When you copy the data that follows, reproduce every word exactly and leave out the images.

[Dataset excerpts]
____
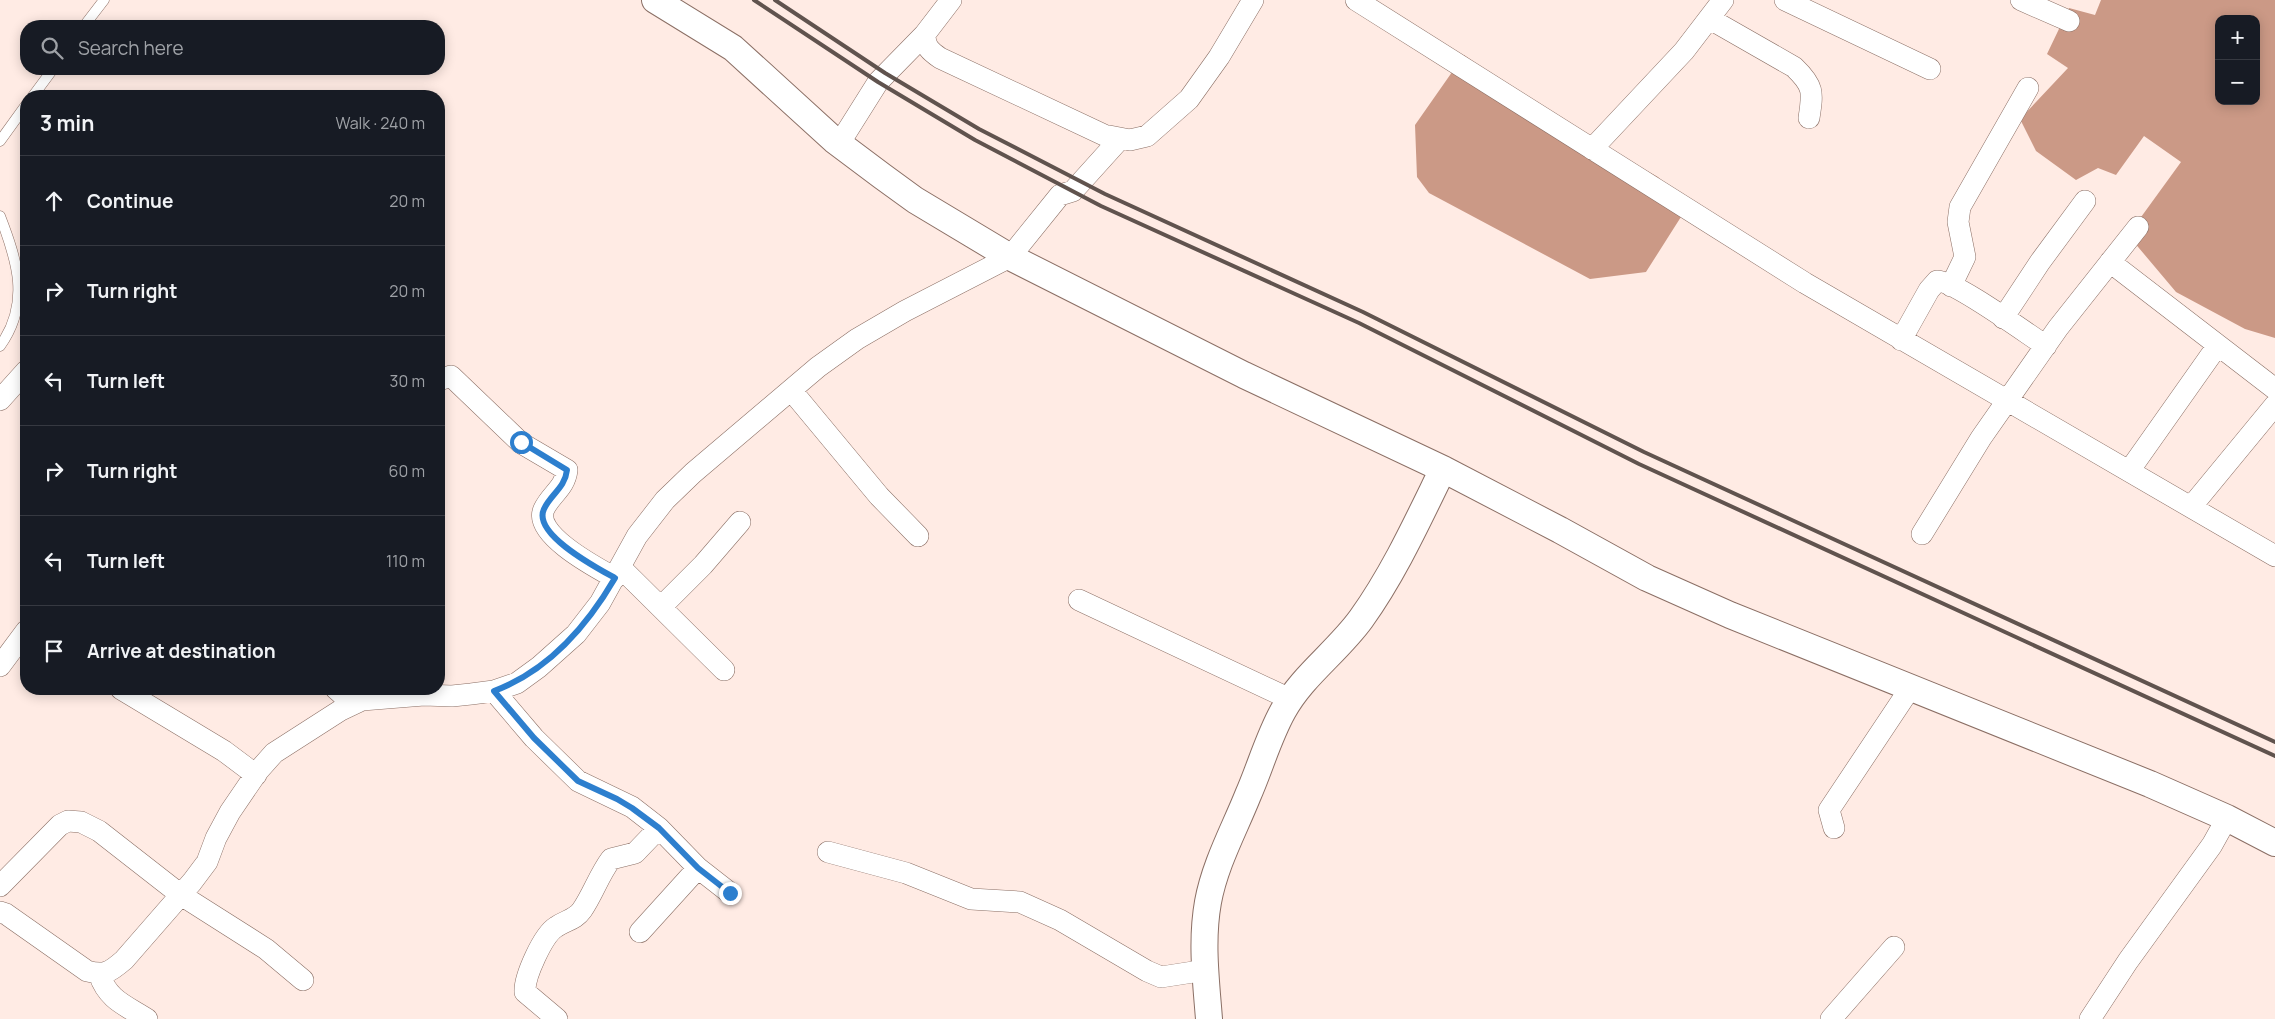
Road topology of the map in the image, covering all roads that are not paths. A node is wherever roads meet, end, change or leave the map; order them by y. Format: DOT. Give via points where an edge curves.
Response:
graph roads {
  1 [pos="104,0"];
  2 [pos="655,0"];
  3 [pos="950,0"];
  4 [pos="1253,0"];
  5 [pos="1356,0"];
  6 [pos="1723,0"];
  7 [pos="1785,0"];
  8 [pos="2021,0"];
  9 [pos="1710,19"];
  10 [pos="89,20"];
  11 [pos="2068,21"];
  12 [pos="925,34"];
  13 [pos="1930,69"];
  14 [pos="49,75"];
  15 [pos="2028,88"];
  16 [pos="37,90"];
  17 [pos="20,113"];
  18 [pos="1809,118"];
  19 [pos="1119,140"];
  20 [pos="0,141"];
  21 [pos="839,144"];
  22 [pos="1592,149"];
  23 [pos="2085,201"];
  24 [pos="0,216"];
  25 [pos="2138,227"];
  26 [pos="1010,257"];
  27 [pos="2110,262"];
  28 [pos="1952,286"];
  29 [pos="2003,318"];
  30 [pos="1901,340"];
  31 [pos="2218,345"];
  32 [pos="0,346"];
  33 [pos="2046,346"];
  34 [pos="20,378"];
  35 [pos="445,378"];
  36 [pos="2275,389"];
  37 [pos="791,390"];
  38 [pos="0,400"];
  39 [pos="2008,400"];
  40 [pos="2275,405"];
  41 [pos="1442,469"];
  42 [pos="2129,472"];
  43 [pos="2191,508"];
  44 [pos="740,522"];
  45 [pos="1922,534"];
  46 [pos="918,536"];
  47 [pos="2275,556"];
  48 [pos="618,572"];
  49 [pos="1079,600"];
  50 [pos="661,607"];
  51 [pos="20,639"];
  52 [pos="0,666"];
  53 [pos="724,670"];
  54 [pos="1911,687"];
  55 [pos="494,691"];
  56 [pos="131,695"];
  57 [pos="343,695"];
  58 [pos="1290,699"];
  59 [pos="353,704"];
  60 [pos="256,775"];
  61 [pos="2227,818"];
  62 [pos="659,828"];
  63 [pos="1834,828"];
  64 [pos="2275,843"];
  65 [pos="828,852"];
  66 [pos="698,868"];
  67 [pos="0,886"];
  68 [pos="730,893"];
  69 [pos="181,895"];
  70 [pos="0,912"];
  71 [pos="640,932"];
  72 [pos="1894,947"];
  73 [pos="1206,970"];
  74 [pos="99,974"];
  75 [pos="303,980"];
  76 [pos="147,1019"];
  77 [pos="557,1019"];
  78 [pos="1209,1019"];
  79 [pos="1832,1019"];
  80 [pos="2090,1019"];
  1 -- 10 [label="lane"];
  2 -- 21 [label="street" via="733,48"];
  3 -- 12 [label="street"];
  4 -- 19 [label="street" via="1189,99 1147,136"];
  5 -- 22 [label="street"];
  6 -- 9 [label="street"];
  7 -- 13 [label="street"];
  8 -- 11 [label="street"];
  9 -- 18 [label="street" via="1794,67 1810,84"];
  9 -- 22 [label="street"];
  12 -- 19 [label="street" via="925,44 940,58"];
  12 -- 21 [label="street" via="878,82"];
  14 -- 16 [label="lane"];
  15 -- 28 [label="street" via="1960,207 1958,222 1965,257"];
  17 -- 20 [label="lane"];
  19 -- 26 [label="street" via="1073,191 1060,195"];
  21 -- 26 [label="street" via="915,200"];
  22 -- 30 [label="street" via="1804,283"];
  23 -- 29 [label="street"];
  24 -- 32 [label="lane" via="14,251 20,298 15,318"];
  25 -- 27 [label="street"];
  26 -- 37 [label="street" via="857,339"];
  26 -- 41 [label="street"];
  27 -- 31 [label="street"];
  27 -- 33 [label="street"];
  28 -- 29 [label="street"];
  28 -- 30 [label="street" via="1941,281 1932,285"];
  29 -- 33 [label="street"];
  30 -- 39 [label="street"];
  31 -- 36 [label="street"];
  31 -- 42 [label="street"];
  33 -- 39 [label="street"];
  34 -- 38 [label="street"];
  35 -- 48 [label="street" via="451,376 521,442 567,470 566,479 543,510 543,522 552,536 590,564"];
  37 -- 46 [label="street" via="879,496"];
  37 -- 48 [label="street" via="665,500 637,536"];
  39 -- 42 [label="street"];
  39 -- 45 [label="street"];
  40 -- 43 [label="street"];
  41 -- 54 [label="street" via="1647,578 1730,615"];
  41 -- 58 [label="street" via="1398,560 1360,620 1299,685"];
  42 -- 43 [label="street"];
  43 -- 47 [label="street"];
  44 -- 50 [label="street"];
  48 -- 50 [label="street"];
  48 -- 55 [label="street" via="576,634 517,683"];
  49 -- 58 [label="street"];
  50 -- 53 [label="street"];
  51 -- 52 [label="street"];
  54 -- 61 [label="street"];
  54 -- 63 [label="street" via="1829,810"];
  55 -- 59 [label="street" via="362,700"];
  55 -- 62 [label="street" via="534,738 578,781 617,799"];
  56 -- 60 [label="street" via="224,751"];
  57 -- 59 [label="street"];
  58 -- 73 [label="street" via="1265,750 1218,868 1208,901 1204,941"];
  59 -- 60 [label="street" via="274,753"];
  60 -- 69 [label="street" via="230,812 207,862"];
  61 -- 64 [label="street"];
  61 -- 80 [label="street" via="2212,845"];
  62 -- 66 [label="street"];
  62 -- 77 [label="street" via="634,854 611,859 582,910 570,921 556,927 545,941 527,975 525,992"];
  65 -- 73 [label="street" via="906,873 971,899 1020,902 1060,920 1161,977"];
  66 -- 68 [label="street"];
  66 -- 71 [label="street"];
  67 -- 69 [label="street" via="50,834 68,821 81,822 99,831"];
  69 -- 74 [label="street" via="124,960 112,970"];
  69 -- 75 [label="street" via="266,949"];
  70 -- 74 [label="street" via="87,971"];
  72 -- 79 [label="street"];
  73 -- 78 [label="street"];
  74 -- 76 [label="street" via="111,997"];
}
____
§ **Finished task**
Road topology of the map in the image, covering all roads that are not paths. A node is wherever roads meet, end, change or leave the map; order them by y. Format: DOT. Give via points where an edge curves.
Response:
graph roads {
  1 [pos="104,0"];
  2 [pos="655,0"];
  3 [pos="950,0"];
  4 [pos="1253,0"];
  5 [pos="1356,0"];
  6 [pos="1723,0"];
  7 [pos="1785,0"];
  8 [pos="2021,0"];
  9 [pos="1710,19"];
  10 [pos="89,20"];
  11 [pos="2068,21"];
  12 [pos="925,34"];
  13 [pos="1930,69"];
  14 [pos="49,75"];
  15 [pos="2028,88"];
  16 [pos="37,90"];
  17 [pos="20,113"];
  18 [pos="1809,118"];
  19 [pos="1119,140"];
  20 [pos="0,141"];
  21 [pos="839,144"];
  22 [pos="1592,149"];
  23 [pos="2085,201"];
  24 [pos="0,216"];
  25 [pos="2138,227"];
  26 [pos="1010,257"];
  27 [pos="2110,262"];
  28 [pos="1952,286"];
  29 [pos="2003,318"];
  30 [pos="1901,340"];
  31 [pos="2218,345"];
  32 [pos="0,346"];
  33 [pos="2046,346"];
  34 [pos="20,378"];
  35 [pos="445,378"];
  36 [pos="2275,389"];
  37 [pos="791,390"];
  38 [pos="0,400"];
  39 [pos="2008,400"];
  40 [pos="2275,405"];
  41 [pos="1442,469"];
  42 [pos="2129,472"];
  43 [pos="2191,508"];
  44 [pos="740,522"];
  45 [pos="1922,534"];
  46 [pos="918,536"];
  47 [pos="2275,556"];
  48 [pos="618,572"];
  49 [pos="1079,600"];
  50 [pos="661,607"];
  51 [pos="20,639"];
  52 [pos="0,666"];
  53 [pos="724,670"];
  54 [pos="1911,687"];
  55 [pos="494,691"];
  56 [pos="131,695"];
  57 [pos="343,695"];
  58 [pos="1290,699"];
  59 [pos="353,704"];
  60 [pos="256,775"];
  61 [pos="2227,818"];
  62 [pos="659,828"];
  63 [pos="1834,828"];
  64 [pos="2275,843"];
  65 [pos="828,852"];
  66 [pos="698,868"];
  67 [pos="0,886"];
  68 [pos="730,893"];
  69 [pos="181,895"];
  70 [pos="0,912"];
  71 [pos="640,932"];
  72 [pos="1894,947"];
  73 [pos="1206,970"];
  74 [pos="99,974"];
  75 [pos="303,980"];
  76 [pos="147,1019"];
  77 [pos="557,1019"];
  78 [pos="1209,1019"];
  79 [pos="1832,1019"];
  80 [pos="2090,1019"];
  1 -- 10 [label="lane"];
  2 -- 21 [label="street" via="733,48"];
  3 -- 12 [label="street"];
  4 -- 19 [label="street" via="1189,99 1147,136"];
  5 -- 22 [label="street"];
  6 -- 9 [label="street"];
  7 -- 13 [label="street"];
  8 -- 11 [label="street"];
  9 -- 18 [label="street" via="1794,67 1810,84"];
  9 -- 22 [label="street"];
  12 -- 19 [label="street" via="925,44 940,58"];
  12 -- 21 [label="street" via="878,82"];
  14 -- 16 [label="lane"];
  15 -- 28 [label="street" via="1960,207 1958,222 1965,257"];
  17 -- 20 [label="lane"];
  19 -- 26 [label="street" via="1073,191 1060,195"];
  21 -- 26 [label="street" via="915,200"];
  22 -- 30 [label="street" via="1804,283"];
  23 -- 29 [label="street"];
  24 -- 32 [label="lane" via="14,251 20,298 15,318"];
  25 -- 27 [label="street"];
  26 -- 37 [label="street" via="857,339"];
  26 -- 41 [label="street"];
  27 -- 31 [label="street"];
  27 -- 33 [label="street"];
  28 -- 29 [label="street"];
  28 -- 30 [label="street" via="1941,281 1932,285"];
  29 -- 33 [label="street"];
  30 -- 39 [label="street"];
  31 -- 36 [label="street"];
  31 -- 42 [label="street"];
  33 -- 39 [label="street"];
  34 -- 38 [label="street"];
  35 -- 48 [label="street" via="451,376 521,442 567,470 566,479 543,510 543,522 552,536 590,564"];
  37 -- 46 [label="street" via="879,496"];
  37 -- 48 [label="street" via="665,500 637,536"];
  39 -- 42 [label="street"];
  39 -- 45 [label="street"];
  40 -- 43 [label="street"];
  41 -- 54 [label="street" via="1647,578 1730,615"];
  41 -- 58 [label="street" via="1398,560 1360,620 1299,685"];
  42 -- 43 [label="street"];
  43 -- 47 [label="street"];
  44 -- 50 [label="street"];
  48 -- 50 [label="street"];
  48 -- 55 [label="street" via="576,634 517,683"];
  49 -- 58 [label="street"];
  50 -- 53 [label="street"];
  51 -- 52 [label="street"];
  54 -- 61 [label="street"];
  54 -- 63 [label="street" via="1829,810"];
  55 -- 59 [label="street" via="362,700"];
  55 -- 62 [label="street" via="534,738 578,781 617,799"];
  56 -- 60 [label="street" via="224,751"];
  57 -- 59 [label="street"];
  58 -- 73 [label="street" via="1265,750 1218,868 1208,901 1204,941"];
  59 -- 60 [label="street" via="274,753"];
  60 -- 69 [label="street" via="230,812 207,862"];
  61 -- 64 [label="street"];
  61 -- 80 [label="street" via="2212,845"];
  62 -- 66 [label="street"];
  62 -- 77 [label="street" via="634,854 611,859 582,910 570,921 556,927 545,941 527,975 525,992"];
  65 -- 73 [label="street" via="906,873 971,899 1020,902 1060,920 1161,977"];
  66 -- 68 [label="street"];
  66 -- 71 [label="street"];
  67 -- 69 [label="street" via="50,834 68,821 81,822 99,831"];
  69 -- 74 [label="street" via="124,960 112,970"];
  69 -- 75 [label="street" via="266,949"];
  70 -- 74 [label="street" via="87,971"];
  72 -- 79 [label="street"];
  73 -- 78 [label="street"];
  74 -- 76 [label="street" via="111,997"];
}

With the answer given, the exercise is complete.